Neta de uma liderança indígena, Gabriela Cínthia foi aprovada no SiSU/Uern 2020, no curso de Direito. Natural de Natal e residente em Apodi, Gabriela falou com orgulho sobre sua ancestralidade.

A neta da cacique Lúcia Paiacu Tabajara será a primeira bacharel em Direito da Aldeia Tapuia Paiacu. “Sempre tive a intenção de atuar na área da saúde, mas após ingressar no IFRN e tomar conhecimento de tantas outras questões que até então não tinha, depois de conhecer a autora Djamila Ribeiro e seu posicionamento quanto à questão da negritude, participar de debates sociopolíticos e afins, eu percebi o quão delicados são assuntos assim para os indígenas”, afirmou Gabriela, acrescentando que há poucos estudos e suportes burocráticos para os indígenas, mesmo que estejam assegurados constitucionalmente.

 

Gabriela Cinthia foi a primeira aluna da Uern aprovada na cota para indígena

“Acompanhei mais de perto o movimento que minha avó lidera e isso despertou em mim uma indignação com tanta injustiça que o nosso povo vive. Na minha ótica, Direito é uma forma de trazer à aldeia conhecimentos burocráticos e assegurar a ciência dos direitos indígenas”, afirmou a estudante.

Gabriela conta que em 2006, sua avó Lúcia Tavares iniciou um trabalho de pesquisa sobre a ancestralidade apodiense. Resgatando a história de luta e resistência de seu povo, Lúcia fundou o Centro Histórico Cultural Tapuia Paiacu da Lagoa do Apodi (CHCTPLA) e o Museu do Índio Luiza Cantofa, os dois em 2013, ambos reconhecidos pela Fundação Nacional do Índio – Funai. Em 2019, a líder indígena conseguiu parecer do Ministério Público para inserir o nome de sua etnia em seu registro, alterando o documento para Lúcia Paiacu Tabajara. A luta da avó e as raízes de seu povo são motivos de orgulho para a neta, que pretende atuar na defesa dos direitos dos povos indígenas.

O acesso e a permanência de índios na universidade, além de outras pautas identitárias, como a educação indígena, ainda são demandas que carecem de mais políticas públicas, investimento e ações concretas.
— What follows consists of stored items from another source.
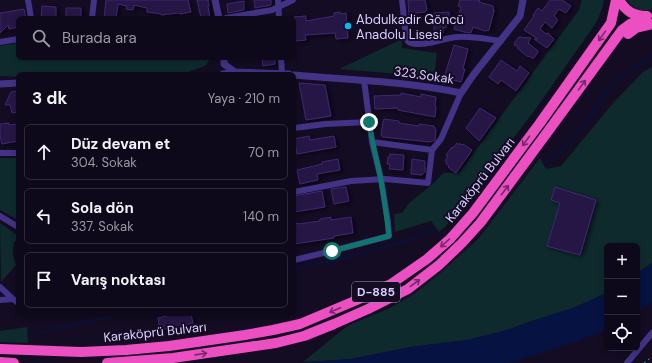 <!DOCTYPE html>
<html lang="tr">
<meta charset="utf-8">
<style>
:root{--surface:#0e091a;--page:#171223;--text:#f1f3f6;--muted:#9b9aa2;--line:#2e2a39}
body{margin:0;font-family:"DM Sans",sans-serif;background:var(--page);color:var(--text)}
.controls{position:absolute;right:12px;bottom:12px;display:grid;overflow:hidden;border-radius:6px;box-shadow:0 2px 6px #0003}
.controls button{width:36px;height:36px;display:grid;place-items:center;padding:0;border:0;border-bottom:1px solid var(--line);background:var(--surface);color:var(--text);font:20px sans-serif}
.stop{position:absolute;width:12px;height:12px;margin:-9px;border:3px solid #0f766e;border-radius:50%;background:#fff}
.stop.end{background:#0f766e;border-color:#fff;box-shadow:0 1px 4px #0008}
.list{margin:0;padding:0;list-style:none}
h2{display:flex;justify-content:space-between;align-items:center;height:52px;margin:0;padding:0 16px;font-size:17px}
h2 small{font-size:13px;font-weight:400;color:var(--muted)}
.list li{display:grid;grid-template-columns:26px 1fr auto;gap:12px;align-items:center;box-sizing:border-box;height:56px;margin:0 8px 8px;padding:0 8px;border:1px solid var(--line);border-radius:6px}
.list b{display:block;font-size:15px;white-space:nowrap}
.list p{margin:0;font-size:13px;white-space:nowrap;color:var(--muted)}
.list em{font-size:13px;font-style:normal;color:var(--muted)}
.icon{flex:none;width:22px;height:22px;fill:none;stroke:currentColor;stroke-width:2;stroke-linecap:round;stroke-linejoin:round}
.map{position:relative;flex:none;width:652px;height:363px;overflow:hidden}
.search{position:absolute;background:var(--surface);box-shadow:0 2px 6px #0003;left:16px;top:16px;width:280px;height:44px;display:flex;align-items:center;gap:10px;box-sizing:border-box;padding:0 14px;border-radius:6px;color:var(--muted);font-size:15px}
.panel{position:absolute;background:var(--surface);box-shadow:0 2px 6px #0003;left:16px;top:72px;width:280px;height:244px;border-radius:6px}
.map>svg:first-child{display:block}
.green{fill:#0e2a2d}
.water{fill:#061342}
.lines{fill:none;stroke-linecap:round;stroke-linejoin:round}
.stream{stroke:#061342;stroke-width:1.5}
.building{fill:#271645;stroke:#412773;filter:url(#shadow)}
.path{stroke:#25afbc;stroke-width:1;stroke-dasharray:2 3;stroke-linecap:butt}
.minor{stroke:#423386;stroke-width:6}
.tertiary{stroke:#423386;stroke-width:7}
.trunk{stroke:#ec4fc2;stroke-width:10}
.oneway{stroke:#752a6b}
.route{stroke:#0f766e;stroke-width:5}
.poi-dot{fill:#00bcf9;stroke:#130c23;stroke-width:1.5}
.labels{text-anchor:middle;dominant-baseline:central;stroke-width:4;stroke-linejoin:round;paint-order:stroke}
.shield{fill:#130c23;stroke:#9e94bd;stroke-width:1}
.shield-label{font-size:12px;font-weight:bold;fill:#daceff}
.poi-label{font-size:13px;fill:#daceff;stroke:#130c23;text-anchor:start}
.street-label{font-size:13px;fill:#daceff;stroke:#130c23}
</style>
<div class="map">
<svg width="652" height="363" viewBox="0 0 652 363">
<defs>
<filter id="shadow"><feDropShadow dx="2.5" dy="1.5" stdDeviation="2" flood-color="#0009"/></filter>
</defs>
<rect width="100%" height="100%" fill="#130c23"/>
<path class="green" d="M582,0h22l-2,9 -6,14 -59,84 -61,81 -31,39 -6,5 -8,-11 -36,11 -1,-18 8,-1 7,-10 26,-21 8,-9h16l120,-163z
M627,0h25v9c-10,4 -19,0 -25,-9z
M402,39v9l35,5 -3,24 -95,-8z
M18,43v15h193l-6,8 -20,7 -6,1h-161v3l-18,-1v-30z
M652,67v196l-15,10v-27h-30v46l-9,5 -25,11 -44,14 -22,8 -40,10 -57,7 -59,12 -48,3 44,-36 43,-18 21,-12 26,-20 41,-37 62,-81 6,11 15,-3 53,-64 29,-30z
M0,158h18v62l-18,-10z
M0,223l18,13v4l-4,2c-2,8 -1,15 2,23l-15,17z
M27,327l1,16 -28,-1v-11z"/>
<path class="water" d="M652,263v39l-15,10v-39z
M607,292v37l-29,12 -69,22h-210l52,-4 60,-12 56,-7 40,-10 22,-8 44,-14 25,-11z"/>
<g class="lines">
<path class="stream" d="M545,163l17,-13 19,-20 12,-17 17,-27 42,-31
M294,269l60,-13 49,-14 32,-13
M35,334l85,-20"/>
</g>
<path class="building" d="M106,0h82l3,12 -11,2 -1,-1 -18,2v-1l-14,-2v-4l-13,-3 -1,5 -7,-1 1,-3 -9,-2 -2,14h-12z
M197,0h11l1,6h-1l2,12h-9z
M254,0h17v5l-16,3z
M408,0h17l2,10 -2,2 -9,1v1l-7,1z
M460,0h20l-1,2 14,4 1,5 -5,19 -4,1 -12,-4 -2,6 -7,-1 -10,-3 7,-22 -3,-1z
M550,0h12l9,6 -5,7 -7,-4 -5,7 4,4 -6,8 -7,-6 -5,7 6,5 2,-1 6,6 -7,9 -13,-9h4l-14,-9 10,-14 -1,-1 5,-7 4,3z
M244,1v9l-16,3 -1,-9z
M42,6l14,1v11h-15z
M66,8h15v10h-15z
M24,9l2,9h-8v9l-9,2 -1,-4 -8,8v-20z
M340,12v2l6,-1 2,25 -12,1 -1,-6 -30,2 1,5 -11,1 -1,-24 12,-1v5l28,-5v-3z
M449,12v12h-3v4h-3v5l-9,1v-21z
M519,37l12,1 -3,5 10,8v1l-4,6h-2l-3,-2 -1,1 -11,-9 1,-2 -4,-1 1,-3z
M454,45l14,4 -5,20h2l-4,13 -17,-4z
M262,58h13v6l-12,2z
M501,60l16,11 3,-5 9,7 -13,18 -15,-11 -3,4 -9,-7z
M299,83l26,2 6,31 -25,4z
M18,91v21l-6,1 -2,-8h-5l6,-13z
M401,93l20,4v-3l15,3 -1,9 1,1 -1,10 -37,-7v-2l-23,1 -1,-13 27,-1z
M480,108l16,10 -17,23 -13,-13z
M384,119l15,2v2l20,3v-2l15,2 2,4 -1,10 -5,2 -47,-5 -2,-2 2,-13z
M9,123v2l9,-1v17l-16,3 -2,-9v-11z
M309,136l1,4 24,-4 2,11 -39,7 -3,-15z
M457,143l2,2 1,-2 2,2 1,-1 9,6 -16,23 -8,-6 1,-1 -3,-2 1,-2 -2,-1 3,-5 -2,-1 6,-8 1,1z
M390,154l14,1 -1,15 -14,-1 1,-5h-3l1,-7 2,-1z
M338,159l2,11 -23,4 1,6 -18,4 -3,-14 25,-6v-2z
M412,159l13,2v11l-3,3 -11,-1z
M346,187l3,14 -15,3 -3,-15z
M555,187l41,13 -16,55 -33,-9 13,-43 -9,-3z
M322,191l3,16 -31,5v-16z
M331,217v3l20,-3 2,16 -19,3v2l-40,6v-20l4,-1v1l22,-3v-2z
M176,314h15l2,9 -33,7 -2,-12z"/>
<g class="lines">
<path class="path" d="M644,363l8,-6"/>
<path class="minor" d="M28,0l3,18
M278,0l1,18
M402,0l4,37c1,3 1,5 5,6 14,4 32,-5 46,-6 15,-1 29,2 44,4
M92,18l2,-18
M226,18l46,-8 21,-10
M0,42l18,-3
M281,58l1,15
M294,128l31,-4 44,-2
M372,142l60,8
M0,153h18
M294,192l57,-11 34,-2 43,4 4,-33 9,-11 20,-46
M0,216l18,11
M294,260l38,-9 57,-15 -1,-14 -7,-43 -9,-37 -8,-62
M0,287l13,12 5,4
M0,300l13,-1
M627,363l25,-30"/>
<path class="tertiary" d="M215,0l4,18
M224,58v6l11,8
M223,74l12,-2 54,2
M294,75c56,5 112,6 167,18l13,-19 46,-58 3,-16
M0,84l18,-1"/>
<path class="trunk" d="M619,0c7,11 14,16 27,16
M628,34l8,-6 16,-4
M0,349l81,3 45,-2 43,-4 76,-11 28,-5 27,-6 64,-27 27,-13 36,-25 23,-20 23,-26 67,-90 71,-100 5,-23
M0,362l14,1
M107,363l66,-5 103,-15 28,-7 30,-12 34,-15 40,-20 31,-24 23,-22 19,-21 68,-92 73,-100 8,-6 17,-8"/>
</g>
<defs><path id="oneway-shaft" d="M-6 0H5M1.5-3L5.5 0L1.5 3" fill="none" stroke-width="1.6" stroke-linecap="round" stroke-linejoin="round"/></defs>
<g class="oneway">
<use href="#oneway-shaft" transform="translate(602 36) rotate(126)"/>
<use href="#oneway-shaft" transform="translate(582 85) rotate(-54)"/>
<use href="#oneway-shaft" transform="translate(526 141) rotate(126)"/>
<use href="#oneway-shaft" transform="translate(505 190) rotate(-53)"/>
<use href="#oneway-shaft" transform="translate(445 243) rotate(138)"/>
<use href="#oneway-shaft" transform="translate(415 283) rotate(-37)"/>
<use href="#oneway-shaft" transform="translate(335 310) rotate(157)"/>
<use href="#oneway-shaft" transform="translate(201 354) rotate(-8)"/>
</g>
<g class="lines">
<path class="route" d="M332,251l57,-15c-2,-18 -5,-37 -8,-56 -4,-19 -9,-38 -12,-58"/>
</g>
<circle class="poi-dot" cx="348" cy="26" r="4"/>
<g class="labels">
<rect class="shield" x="352" y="282" width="48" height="20" rx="3"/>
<g class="shield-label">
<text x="376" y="292">D-885</text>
</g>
<g class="poi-label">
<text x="356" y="19">Abdulkadir Göncü<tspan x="356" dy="15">Anadolu Lisesi</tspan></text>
</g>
<g class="street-label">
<text transform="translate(424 75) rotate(8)">323.Sokak</text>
<text transform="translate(480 180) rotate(-52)">Karaköprü Bulvarı</text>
<text transform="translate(155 332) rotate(-6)">Karaköprü Bulvarı</text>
</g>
</g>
</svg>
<div class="controls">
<button>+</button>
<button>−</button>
<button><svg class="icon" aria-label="locate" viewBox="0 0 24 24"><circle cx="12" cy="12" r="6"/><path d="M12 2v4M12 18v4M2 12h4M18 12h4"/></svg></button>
</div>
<div class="stop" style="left:332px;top:251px"></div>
<div class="stop end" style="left:369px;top:122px"></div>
<div class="search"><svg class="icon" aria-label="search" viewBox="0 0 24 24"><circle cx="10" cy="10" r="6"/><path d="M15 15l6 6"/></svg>Burada ara</div>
<section class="panel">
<h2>3 dk<small>Yaya · 210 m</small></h2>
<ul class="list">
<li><svg class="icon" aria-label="ahead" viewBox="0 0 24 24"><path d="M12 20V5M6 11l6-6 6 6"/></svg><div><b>Düz devam et</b><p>304. Sokak</p></div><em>70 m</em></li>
<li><svg class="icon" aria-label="left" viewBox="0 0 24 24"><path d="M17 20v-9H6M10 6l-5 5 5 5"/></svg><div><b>Sola dön</b><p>337. Sokak</p></div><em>140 m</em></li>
<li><svg class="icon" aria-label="arrive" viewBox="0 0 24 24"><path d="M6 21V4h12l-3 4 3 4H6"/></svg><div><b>Varış noktası</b></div></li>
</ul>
</section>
</div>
O cacique da Aldeia Santa Terezinha, Dioclécio Mendonça, levanta essa bandeira e atua na defesa dos direitos e acesso à educação dos povos indígenas.

Dioclécio Mendonça, da comunidade Amarelão, cursa mestrado na UFRN

Dioclécio Mendonça é aluno do Programa de Pós-Graduação em Antropologia Social, da Universidade Federal do Rio Grande do Norte – PPGAS/UFRN. Sua trajetória escolar é marcada por muita força de vontade, semelhante ao significado do seu nome indígena – Y Membýra, que significa força das águas. As raízes de Dioclécio estão no maior território indígena do RN. Ele nasceu e mora na comunidade Santa Terezinha, pertencente ao grupo familiar dos Mendonça. O Território dos Mendonça é composto por seis comunidades indígenas: Amarelão, Serrote de São Bento, Cachoeiras, Marajó, Açucena e Santa Terezinha. “Não frequentei a creche porque meus pais achavam que não era necessário. Sou filho de agricultores, meus pais não sabem ler e nem escrever. Aos 6 anos fui para a escola da aldeia e a partir do 5º ano fui estudar numa escola de João Câmara. Depois fui morar em Natal, porque queria terminar o Ensino Médio. Fiz vestibular e passei pro curso de Pedagogia, do Instituto de Ensino Superior e Múltiplo – IESM”, conta Dioclécio.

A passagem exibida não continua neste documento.